Locals estimate that there has been damage to nearly 80 percent of the structures in Horenka; like so many villages that surround Kyiv, shattered windows are the norm, and, in a perverse kind of comedy, it seems like every other house has been destroyed. Unlike in neighboring villages, such as Bucha and Irpin (the sites of well-publicized massacres), in Horenka, I did not hear about people being shot in their cars as they fled.
When the Russians pushed toward Kyiv after landing at the nearby Antonov Airport — a key target in Russia’s goal to create an air bridge that would allow them to take the capital — soldiers went from house to house in these suburbs, taking with them everything from ovens to fishing poles as they searched for patriotic Ukrainians by making them strip. The idea was to find military and pro-Ukrainian tattoos. I’ve heard reports about men being tortured and killed because of such ink.
Regardless, Virko was one of a handful of men who stayed behind. He’s the stereotype of the cranky old man standing his ground: “It’s my house, my land, and I won’t leave it,” he says. Actually, replace “cranky” with “resourceful.” Like some of his neighbors, he’s old enough to have memories — however faint — of being in Ukraine at the end of World War II. And now he’s living through a near-facsimile of that period’s hungry aftermath. This time, though, he’s prepared for it, having stocked up and canned and pickled every vegetable imaginable.
Besides, he says, he wasn’t about to leave behind his dog — it’s just the two of them these days.
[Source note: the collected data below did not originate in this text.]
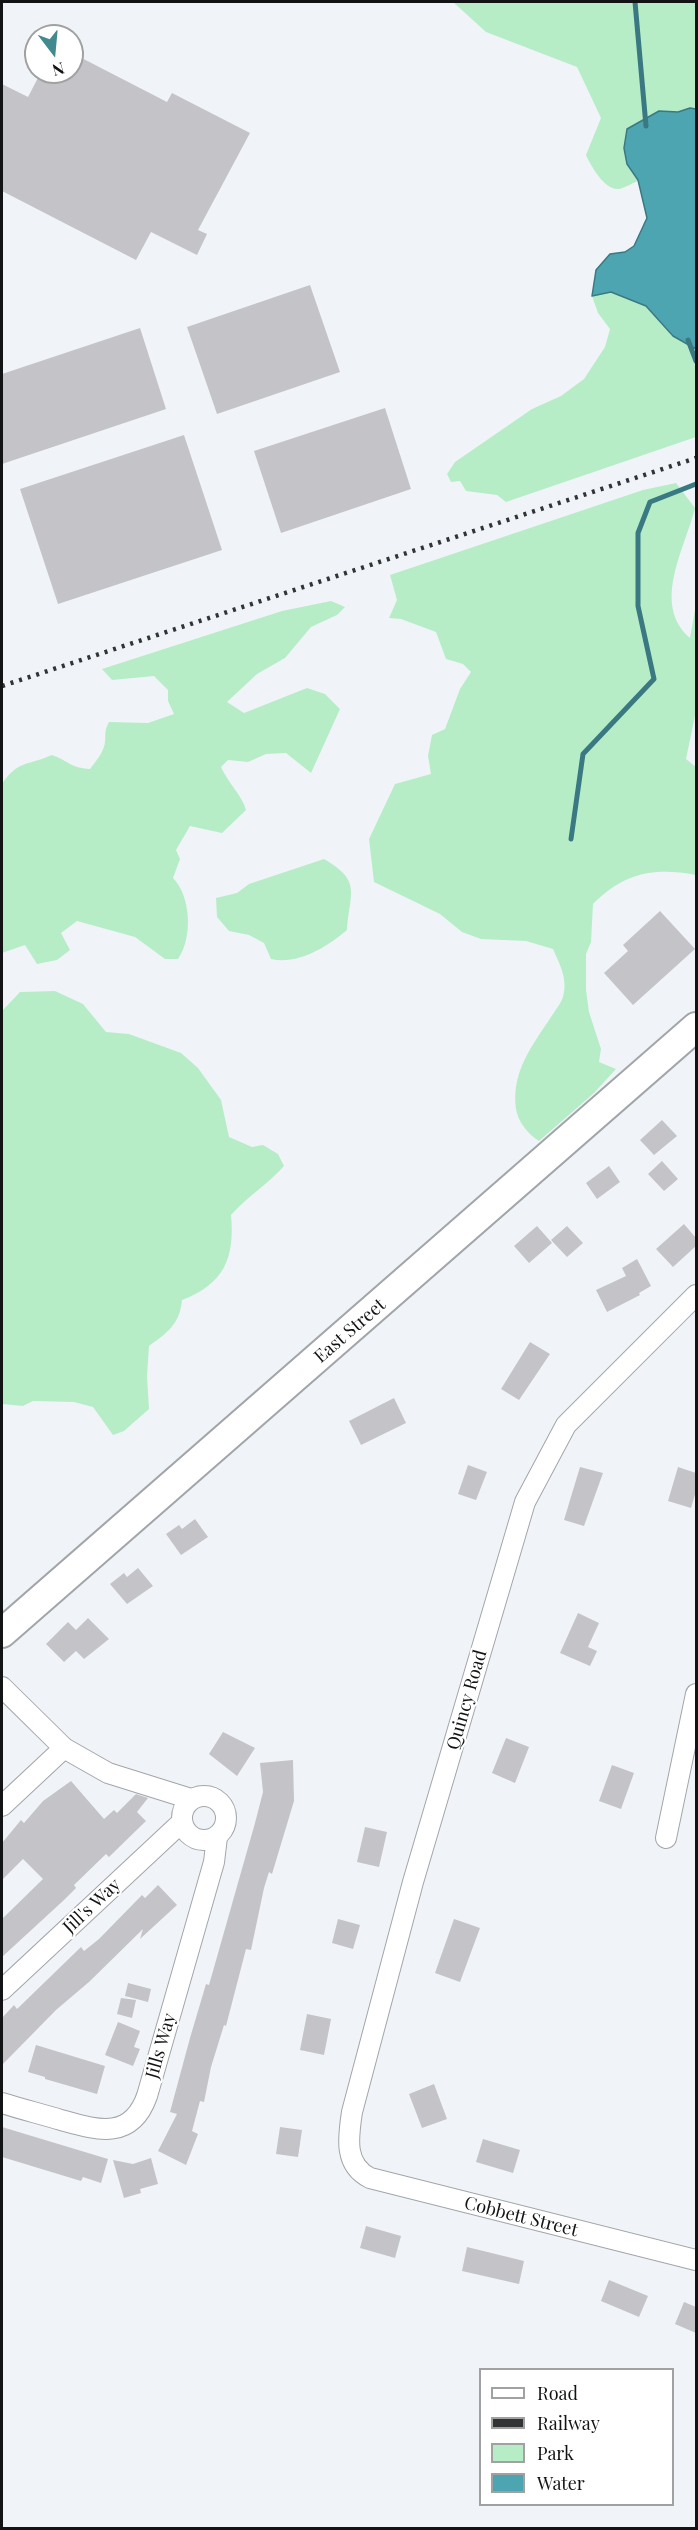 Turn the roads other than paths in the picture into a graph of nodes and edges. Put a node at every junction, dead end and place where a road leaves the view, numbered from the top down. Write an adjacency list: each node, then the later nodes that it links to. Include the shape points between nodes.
1 (696, 1027): 3 (main road, East Street)
2 (696, 1295): 14 (street, Quincy Road, via 566,1425 525,1503 413,1882 355,2101 348,2135)
3 (2, 1633)
4 (2, 1687): 6 (street, Jills Way)
5 (696, 1694): 11 (street)
6 (64, 1748): 7 (street, Jills Way, via 108,1773); 8 (street)
7 (191, 1799): 9 (street, via 183,1809); 10 (street, Jills Way, via 212,1797 223,1806 225,1826)
8 (2, 1806)
9 (182, 1822): 10 (street, via 195,1839); 12 (street, Jill's Way)
10 (217, 1837): 13 (street, Jills Way, via 214,1862 147,2096 135,2118 119,2128 92,2129)
11 (666, 1838)
12 (2, 1990)
13 (2, 2103)
14 (352, 2162): 15 (street, Cobbett Street, via 370,2178)
15 (696, 2260)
His beloved wife died of skin cancer in 2004 from, he believes, radiation released during the Chernobyl meltdown in 1986. And, horrifically, his mother died in a massive 1961 landslide in Kyiv that some called the “revenge of Babyn Yar,” the site at which Nazis killed 100,000 Jews, Roma and political prisoners. A couple of months ago, Russians bombed a communications tower that overlooks the ravine. Some said Babyn Yar was hit, but it may not have been. I saw the damage to the tower, but not the site itself.
The term “fog of war” exists for a reason.